**Task:**
Return every line from the records below with the string "highway".

**Available records:**
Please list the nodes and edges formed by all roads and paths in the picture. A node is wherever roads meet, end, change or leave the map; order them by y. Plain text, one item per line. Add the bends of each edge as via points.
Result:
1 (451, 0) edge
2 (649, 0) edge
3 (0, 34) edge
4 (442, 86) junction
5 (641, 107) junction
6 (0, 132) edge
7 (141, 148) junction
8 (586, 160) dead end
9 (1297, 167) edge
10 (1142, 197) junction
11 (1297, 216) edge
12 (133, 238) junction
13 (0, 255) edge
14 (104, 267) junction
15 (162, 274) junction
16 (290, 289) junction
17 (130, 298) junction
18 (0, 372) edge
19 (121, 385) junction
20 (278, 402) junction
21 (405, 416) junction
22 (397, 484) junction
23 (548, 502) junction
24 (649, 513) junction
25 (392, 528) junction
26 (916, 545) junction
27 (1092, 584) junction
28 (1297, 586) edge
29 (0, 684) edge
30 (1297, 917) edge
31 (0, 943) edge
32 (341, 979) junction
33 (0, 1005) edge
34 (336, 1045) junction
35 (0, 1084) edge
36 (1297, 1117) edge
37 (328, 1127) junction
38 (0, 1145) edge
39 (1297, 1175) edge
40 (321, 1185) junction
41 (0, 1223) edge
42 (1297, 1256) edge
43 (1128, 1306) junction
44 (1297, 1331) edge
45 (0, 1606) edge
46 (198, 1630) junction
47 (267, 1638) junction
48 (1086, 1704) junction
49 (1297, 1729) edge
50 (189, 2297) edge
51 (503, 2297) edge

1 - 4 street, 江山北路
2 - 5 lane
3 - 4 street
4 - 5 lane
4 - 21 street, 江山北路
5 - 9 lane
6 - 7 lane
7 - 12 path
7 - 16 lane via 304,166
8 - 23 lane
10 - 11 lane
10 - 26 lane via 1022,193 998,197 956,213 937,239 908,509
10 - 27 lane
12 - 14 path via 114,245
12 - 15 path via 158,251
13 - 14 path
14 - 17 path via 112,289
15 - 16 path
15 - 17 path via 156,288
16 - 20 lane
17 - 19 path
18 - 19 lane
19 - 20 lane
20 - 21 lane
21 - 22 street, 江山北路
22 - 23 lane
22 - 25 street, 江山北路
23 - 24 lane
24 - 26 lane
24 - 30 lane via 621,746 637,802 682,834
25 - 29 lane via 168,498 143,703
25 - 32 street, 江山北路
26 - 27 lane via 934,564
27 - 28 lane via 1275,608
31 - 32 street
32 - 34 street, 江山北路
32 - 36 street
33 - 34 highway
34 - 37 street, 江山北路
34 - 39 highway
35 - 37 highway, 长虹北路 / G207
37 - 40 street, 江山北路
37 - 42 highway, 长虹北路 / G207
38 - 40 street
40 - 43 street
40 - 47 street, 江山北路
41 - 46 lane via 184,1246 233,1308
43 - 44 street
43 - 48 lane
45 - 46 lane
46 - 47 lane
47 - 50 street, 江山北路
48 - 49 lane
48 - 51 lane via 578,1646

**Exercise output:**
33 - 34 highway
34 - 39 highway
35 - 37 highway, 长虹北路 / G207
37 - 42 highway, 长虹北路 / G207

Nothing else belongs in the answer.